### TASK INSTRUCTIONS
All records below are to be duplicated exactly, with every picture excluded.

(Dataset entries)
■ ■ ■ ■ ■

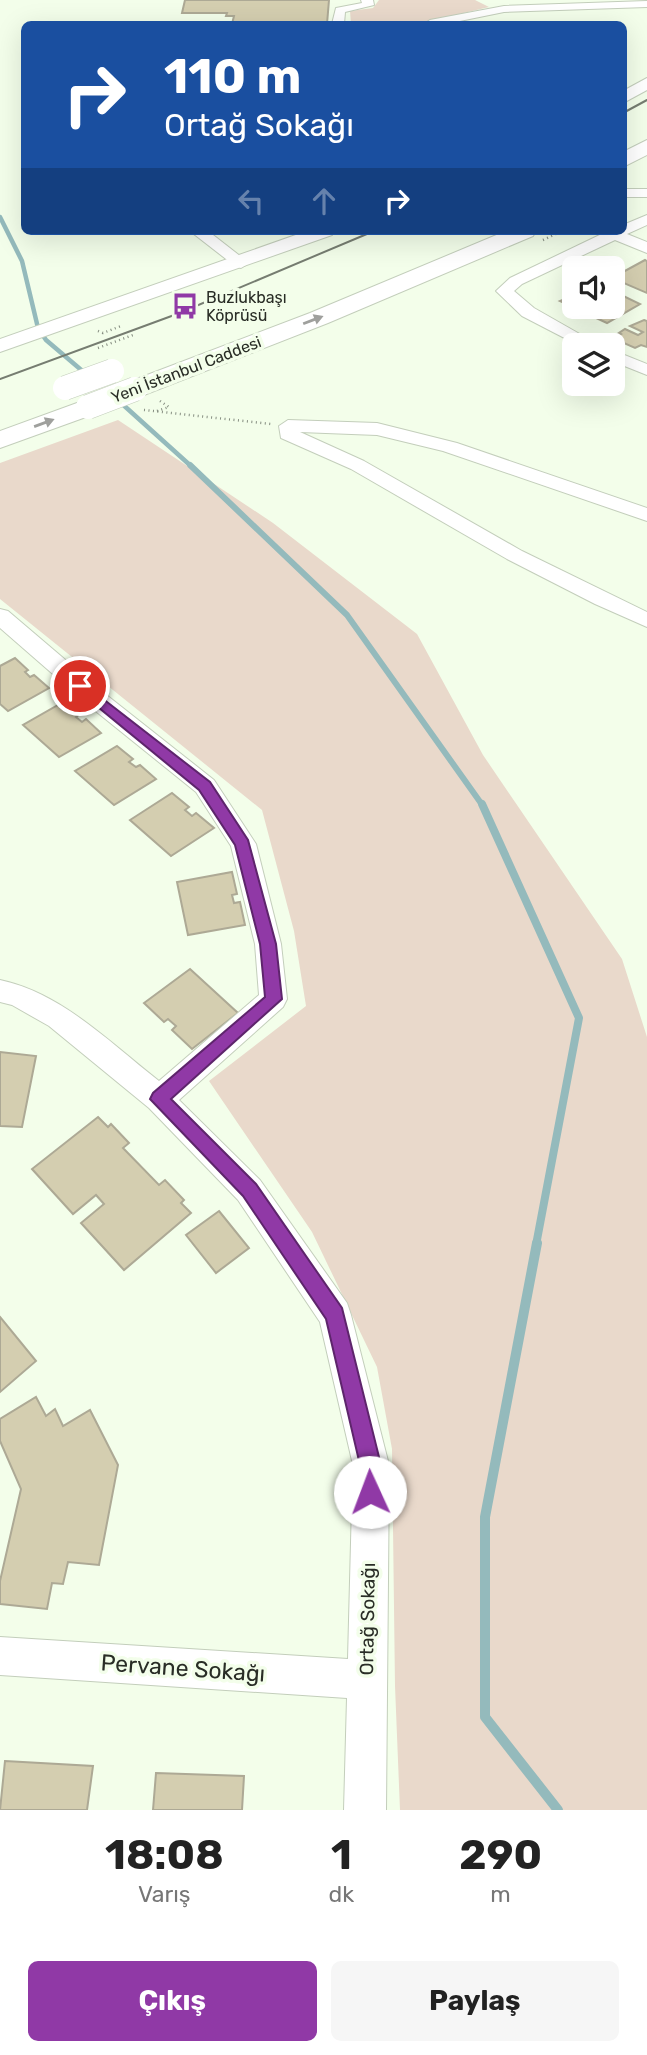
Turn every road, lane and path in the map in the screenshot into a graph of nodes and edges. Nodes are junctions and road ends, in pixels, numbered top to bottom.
1 (367, 0) edge
2 (647, 4) edge
3 (611, 13) dead end
4 (338, 21) edge
5 (464, 21) edge
6 (512, 21) edge
7 (647, 83) edge
8 (627, 96) edge
9 (647, 146) edge
10 (627, 158) edge
11 (647, 173) edge
12 (627, 183) edge
13 (627, 193) edge
14 (647, 193) edge
15 (647, 220) edge
16 (627, 229) edge
17 (204, 235) edge
18 (314, 235) edge
19 (461, 235) edge
20 (516, 235) edge
21 (613, 235) edge
22 (624, 235) edge
23 (647, 248) edge
24 (241, 262) junction
25 (309, 297) dead end
26 (121, 326) dead end
27 (568, 333) edge
28 (133, 335) dead end
29 (118, 340) junction
30 (0, 346) edge
31 (97, 348) dead end
32 (625, 361) edge
33 (647, 370) edge
34 (136, 386) junction
35 (40, 397) dead end
36 (153, 412) junction
37 (288, 426) junction
38 (0, 440) edge
39 (647, 515) edge
40 (0, 616) edge
41 (647, 620) edge
42 (0, 991) edge
43 (159, 1099) junction
44 (0, 1656) edge
45 (365, 1680) junction
46 (368, 1807) edge

1 - 4 street
2 - 5 street
3 - 6 street
7 - 8 street
9 - 10 highway
11 - 12 highway
13 - 14 street
15 - 16 street
17 - 24 street
18 - 24 street
19 - 25 highway
34 -> 20 highway, Yeni İstanbul Caddesi
21 - 27 street
22 - 23 street
24 - 30 street
26 - 29 path
28 - 29 path
29 - 31 path
32 - 33 street
34 - 35 highway, Yeni İstanbul Caddesi, bridge
34 - 36 path
34 - 36 path
38 -> 34 highway, Yeni İstanbul Caddesi, bridge
36 - 37 path
37 - 39 street
37 - 41 street
40 - 43 street
42 - 43 street
43 - 45 street, Ortağ Sokağı
44 - 45 street, Pervane Sokağı
45 - 46 street, Ortağ Sokağı

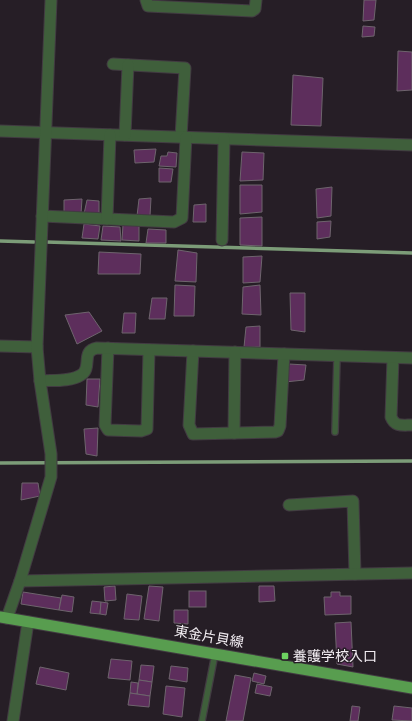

■ ■ ■ ■ ■

### ANSWER FOR THIS EXERCISE
Turn every road, lane and path in the map in the screenshot into a graph of nodes and edges. Nodes are junctions and road ends, in pixels, numbered top to bottom.
1 (367, 0) edge
2 (647, 4) edge
3 (611, 13) dead end
4 (338, 21) edge
5 (464, 21) edge
6 (512, 21) edge
7 (647, 83) edge
8 (627, 96) edge
9 (647, 146) edge
10 (627, 158) edge
11 (647, 173) edge
12 (627, 183) edge
13 (627, 193) edge
14 (647, 193) edge
15 (647, 220) edge
16 (627, 229) edge
17 (204, 235) edge
18 (314, 235) edge
19 (461, 235) edge
20 (516, 235) edge
21 (613, 235) edge
22 (624, 235) edge
23 (647, 248) edge
24 (241, 262) junction
25 (309, 297) dead end
26 (121, 326) dead end
27 (568, 333) edge
28 (133, 335) dead end
29 (118, 340) junction
30 (0, 346) edge
31 (97, 348) dead end
32 (625, 361) edge
33 (647, 370) edge
34 (136, 386) junction
35 (40, 397) dead end
36 (153, 412) junction
37 (288, 426) junction
38 (0, 440) edge
39 (647, 515) edge
40 (0, 616) edge
41 (647, 620) edge
42 (0, 991) edge
43 (159, 1099) junction
44 (0, 1656) edge
45 (365, 1680) junction
46 (368, 1807) edge

1 - 4 street
2 - 5 street
3 - 6 street
7 - 8 street
9 - 10 highway
11 - 12 highway
13 - 14 street
15 - 16 street
17 - 24 street
18 - 24 street
19 - 25 highway
34 -> 20 highway, Yeni İstanbul Caddesi
21 - 27 street
22 - 23 street
24 - 30 street
26 - 29 path
28 - 29 path
29 - 31 path
32 - 33 street
34 - 35 highway, Yeni İstanbul Caddesi, bridge
34 - 36 path
34 - 36 path
38 -> 34 highway, Yeni İstanbul Caddesi, bridge
36 - 37 path
37 - 39 street
37 - 41 street
40 - 43 street
42 - 43 street
43 - 45 street, Ortağ Sokağı
44 - 45 street, Pervane Sokağı
45 - 46 street, Ortağ Sokağı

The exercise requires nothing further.